La Direction générale des affaires électorales du Congo-Brazzaville a annoncé la clôture des inscriptions pour l’élection présidentielle du 15 mars 2026. Au moins sept candidats ont déposé leur candidature, dont le président sortant, Denis Sassou Nguesso, 82 ans, qui dirige le pays depuis plus de quarante ans. Six autres candidats de l’opposition ont également déposé leur dossier. Élu en 2002 et réélu en 2009, Denis Sassou Nguesso s’est représenté et a remporté les élections de 2016 et 2021, suite à une réforme constitutionnelle de 2015 qui a supprimé la limite d’âge de 70 ans et porté à trois le nombre de mandats présidentiels possibles, d’une durée de cinq ans.
Parmi les principaux candidats à cette élection figure Destin Gavet, du Mouvement républicain, le plus jeune candidat à 35 ans, qui se présente pour la première fois. La liste des nouveaux candidats comprend également Viviane Manango, professeure de droit à l’Université nationale, et Zenga Mapio Mavungo, ancienne députée. Par ailleurs, Dave Mavula, candidat en 2021, et Joseph Kingnumbe Kia Mbongo, qui a affronté Sassou Nguesso à chaque élection depuis 2002, sont également en lice, tout comme Angus Nganga Ngambi, qui se présente pour la quatrième fois consécutive. Bien que les dossiers de candidature soient complets, la liste doit encore être approuvée par la Cour constitutionnelle avant le lancement officiel de la campagne, le 28 février.
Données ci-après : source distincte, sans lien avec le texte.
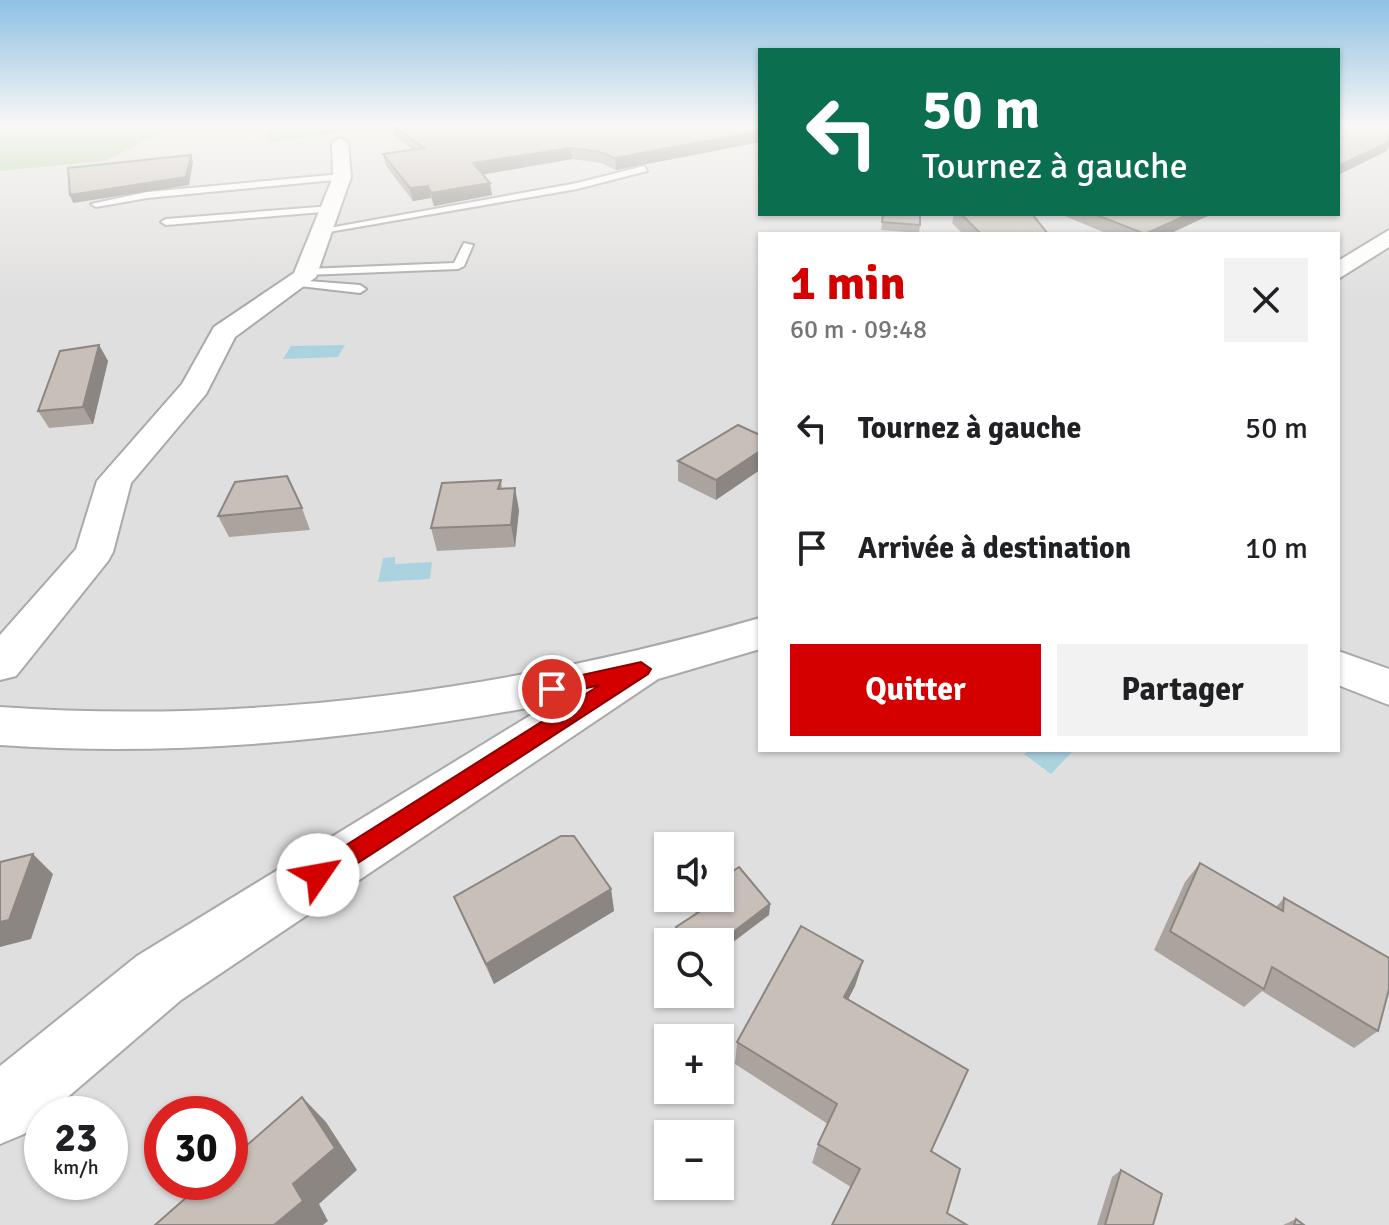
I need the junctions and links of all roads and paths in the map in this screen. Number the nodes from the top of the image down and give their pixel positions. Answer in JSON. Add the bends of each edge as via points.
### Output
{"nodes":[{"id":1,"x":275,"y":183,"type":"edge"},
{"id":2,"x":340,"y":183,"type":"edge"},
{"id":3,"x":588,"y":183,"type":"edge"},
{"id":4,"x":96,"y":204,"type":"edge"},
{"id":5,"x":327,"y":220,"type":"junction"},
{"id":6,"x":166,"y":222,"type":"dead end"},
{"id":7,"x":1389,"y":237,"type":"edge"},
{"id":8,"x":468,"y":245,"type":"dead end"},
{"id":9,"x":1340,"y":271,"type":"edge"},
{"id":10,"x":300,"y":277,"type":"junction"},
{"id":11,"x":360,"y":289,"type":"dead end"},
{"id":12,"x":758,"y":634,"type":"edge"},
{"id":13,"x":0,"y":664,"type":"edge"},
{"id":14,"x":1340,"y":668,"type":"edge"},
{"id":15,"x":641,"y":669,"type":"junction"},
{"id":16,"x":1389,"y":688,"type":"edge"},
{"id":17,"x":0,"y":726,"type":"edge"},
{"id":18,"x":0,"y":1110,"type":"edge"}],
"edges":[{"from":1,"to":4,"type":"lane"},
{"from":2,"to":5,"type":"street"},
{"from":3,"to":5,"type":"lane"},
{"from":5,"to":6,"type":"lane"},
{"from":5,"to":10,"type":"street"},
{"from":7,"to":9,"type":"street"},
{"from":8,"to":10,"type":"lane","via":[[458,266]]},
{"from":10,"to":11,"type":"lane"},
{"from":10,"to":13,"type":"street","via":[[224,333],[195,388],[114,481],[94,552]]},
{"from":12,"to":15,"type":"street"},
{"from":14,"to":16,"type":"street"},
{"from":15,"to":17,"type":"street","via":[[552,689],[238,727]]},
{"from":15,"to":18,"type":"street","via":[[159,978]]}]}
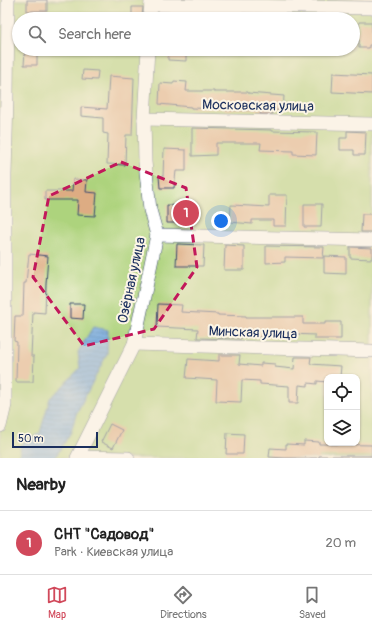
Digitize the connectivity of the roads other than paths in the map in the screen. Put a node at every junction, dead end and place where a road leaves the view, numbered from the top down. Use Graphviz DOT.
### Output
graph roads {
  1 [pos="8,0"];
  2 [pos="151,2"];
  3 [pos="372,8"];
  4 [pos="150,12"];
  5 [pos="148,56"];
  6 [pos="144,119"];
  7 [pos="372,124"];
  8 [pos="157,236"];
  9 [pos="372,240"];
  10 [pos="134,344"];
  11 [pos="372,351"];
  12 [pos="0,426"];
  13 [pos="78,457"];
  14 [pos="128,458"];
  1 -- 12 [label="street"];
  2 -- 3 [label="street"];
  2 -- 4 [label="street"];
  5 -- 6 [label="street, Озёрная улица"];
  6 -- 7 [label="street, Московская улица"];
  6 -- 8 [label="street, Озёрная улица"];
  8 -- 9 [label="street"];
  8 -- 10 [label="street, Озёрная улица"];
  10 -- 11 [label="street, Минская улица"];
  10 -- 13 [label="street, Озёрная улица"];
  13 -- 14 [label="street"];
}
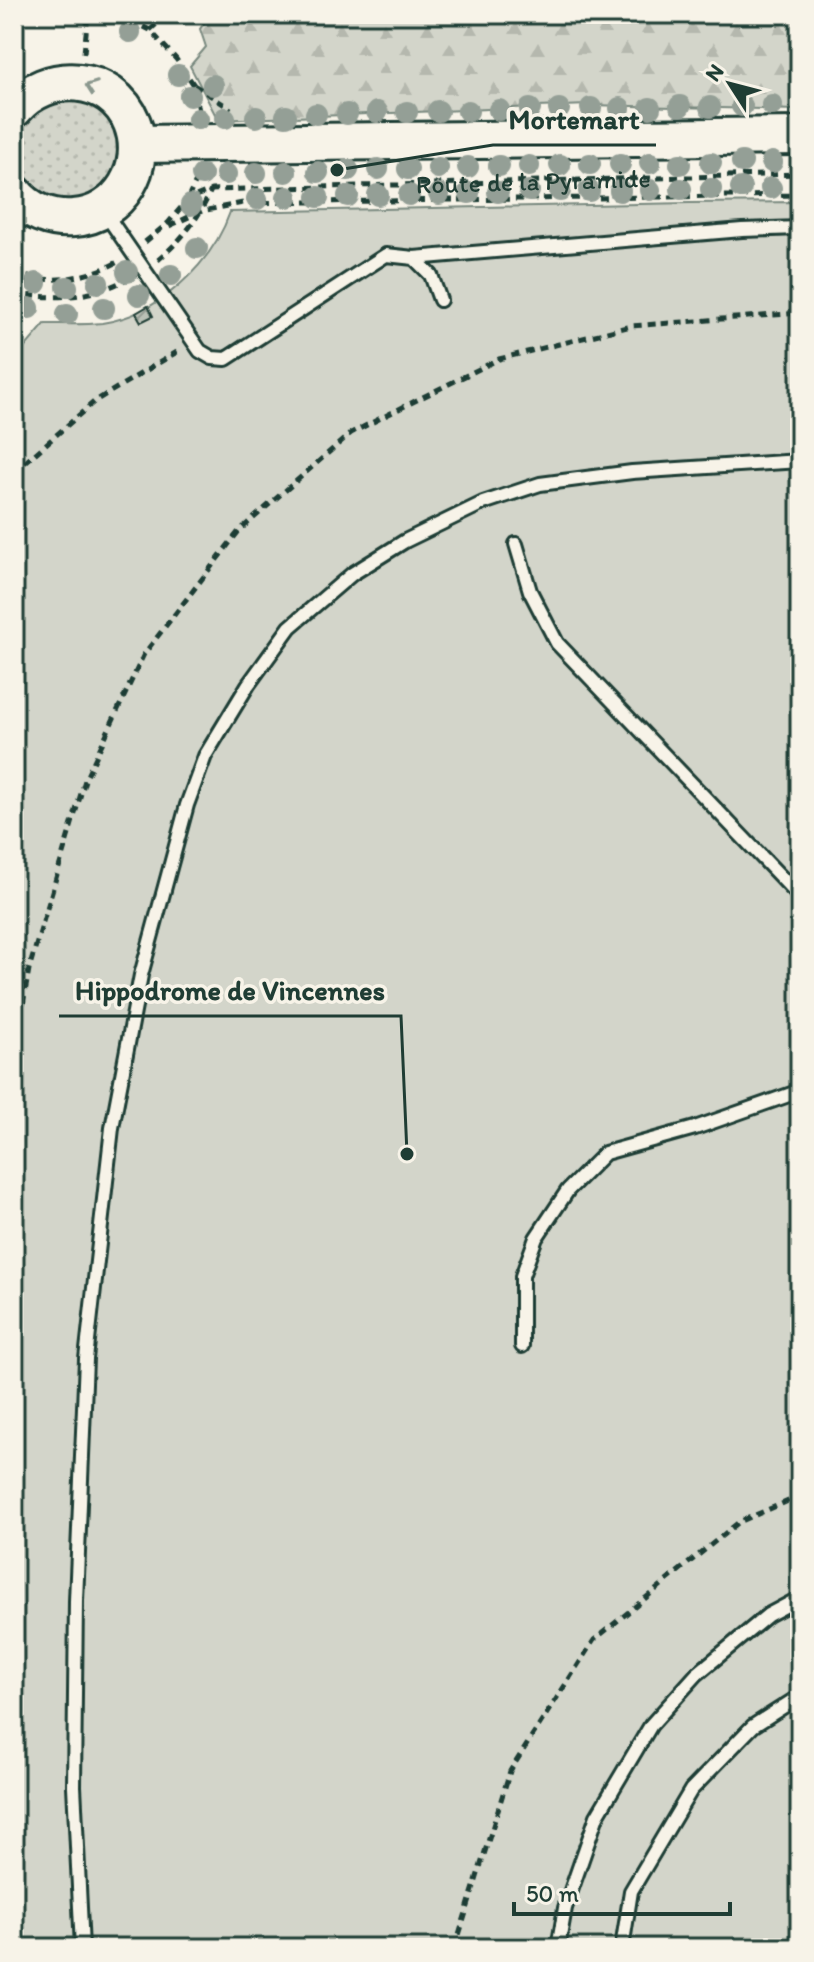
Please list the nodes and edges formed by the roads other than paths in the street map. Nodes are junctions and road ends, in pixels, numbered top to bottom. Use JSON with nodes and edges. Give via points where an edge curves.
{"nodes":[{"id":1,"x":14,"y":109,"type":"edge"},
{"id":2,"x":800,"y":136,"type":"edge"},
{"id":3,"x":137,"y":144,"type":"junction"},
{"id":4,"x":16,"y":201,"type":"edge"},
{"id":5,"x":103,"y":210,"type":"junction"},
{"id":6,"x":800,"y":228,"type":"edge"},
{"id":7,"x":414,"y":258,"type":"junction"},
{"id":8,"x":440,"y":300,"type":"dead end"},
{"id":9,"x":800,"y":461,"type":"edge"},
{"id":10,"x":516,"y":544,"type":"dead end"},
{"id":11,"x":800,"y":897,"type":"edge"},
{"id":12,"x":800,"y":1091,"type":"edge"},
{"id":13,"x":522,"y":1346,"type":"dead end"},
{"id":14,"x":800,"y":1598,"type":"edge"},
{"id":15,"x":800,"y":1696,"type":"edge"},
{"id":16,"x":82,"y":1948,"type":"edge"},
{"id":17,"x":558,"y":1948,"type":"edge"},
{"id":18,"x":622,"y":1948,"type":"edge"}],
"edges":[{"from":3,"to":1,"type":"street","one_way":true,"via":[[121,105],[81,83],[39,88]]},
{"from":2,"to":3,"type":"street","name":"Route de la Pyramide"},
{"from":3,"to":5,"type":"street","via":[[134,173],[124,192]]},
{"from":4,"to":5,"type":"street","via":[[62,219]]},
{"from":5,"to":7,"type":"lane","via":[[193,342],[212,358],[226,359],[386,255]]},
{"from":6,"to":7,"type":"lane"},
{"from":7,"to":8,"type":"lane","via":[[431,275]]},
{"from":9,"to":16,"type":"lane","via":[[540,484],[431,528],[352,574],[290,627],[205,756],[141,975],[112,1128],[86,1359],[74,1786]]},
{"from":10,"to":11,"type":"lane","via":[[530,591],[557,643]]},
{"from":12,"to":13,"type":"lane","via":[[605,1153],[568,1190],[536,1238],[522,1276]]},
{"from":14,"to":17,"type":"lane","via":[[768,1615],[697,1674],[651,1725],[597,1816],[565,1908]]},
{"from":15,"to":18,"type":"lane","via":[[753,1726],[691,1790],[631,1891]]}]}
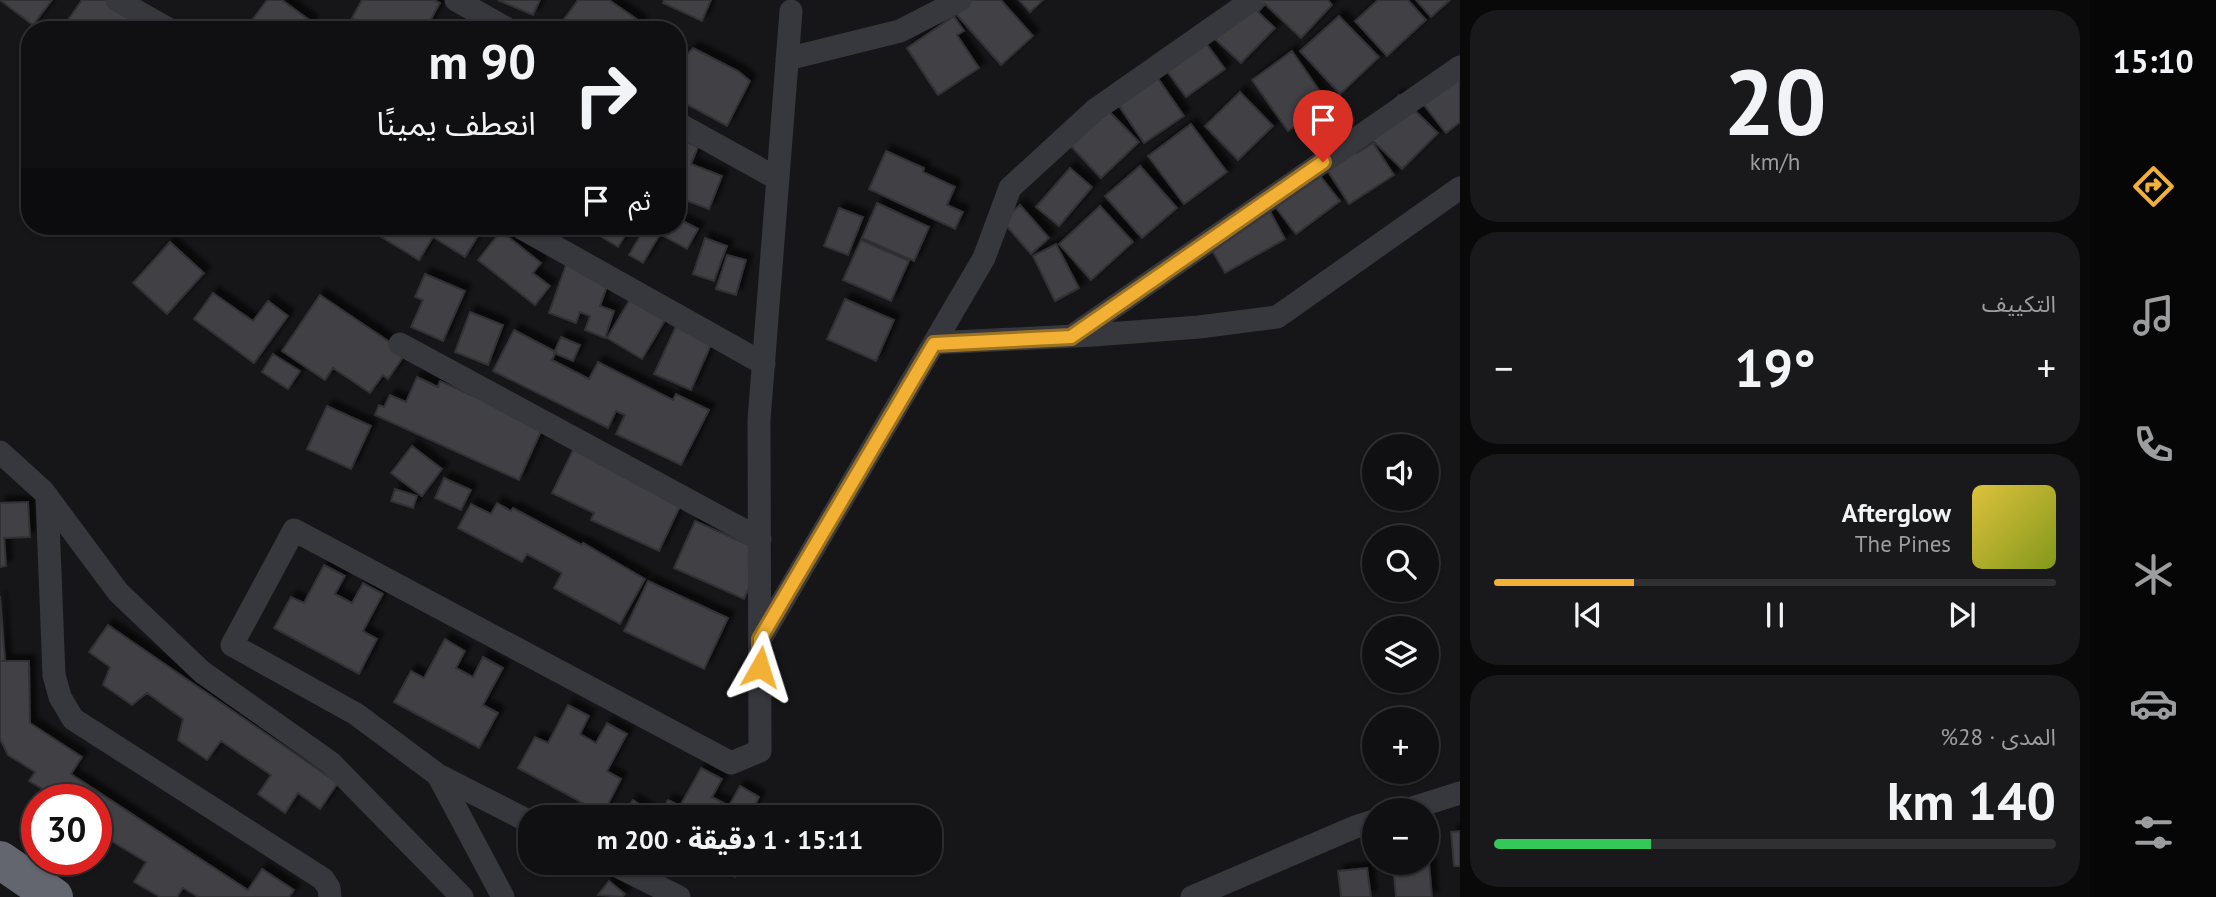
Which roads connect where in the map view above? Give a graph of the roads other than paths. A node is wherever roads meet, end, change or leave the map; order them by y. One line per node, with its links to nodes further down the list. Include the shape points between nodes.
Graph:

En revanche, les deux principaux partis d’opposition, l’Union africaine pour la social-démocratie (UPADS) et l’Union des démocrates humanistes (UDH-YUKI), n’ont présenté aucun candidat à cette élection, par ailleurs, le général Jean-Marie Michel Mokoko reste emprisonné après dix ans de détention, tandis que Frédéric Bentsamou, dit « Pasteur Ntomi », s’est retiré de la course. Son parti, le Conseil national de la République (CNR), a justifié sa candidature en affirmant qu’elle pourrait menacer la cohésion sociale et la sécurité suite aux violences qui ont éclaté dans la région de Bol en janvier dernier. Pascal Tsati Mabiala et l’Union africaine pour la social-démocratie ont également annoncé leur non-participation, invoquant l’absence de conditions propices à la tenue d’élections libres et transparentes.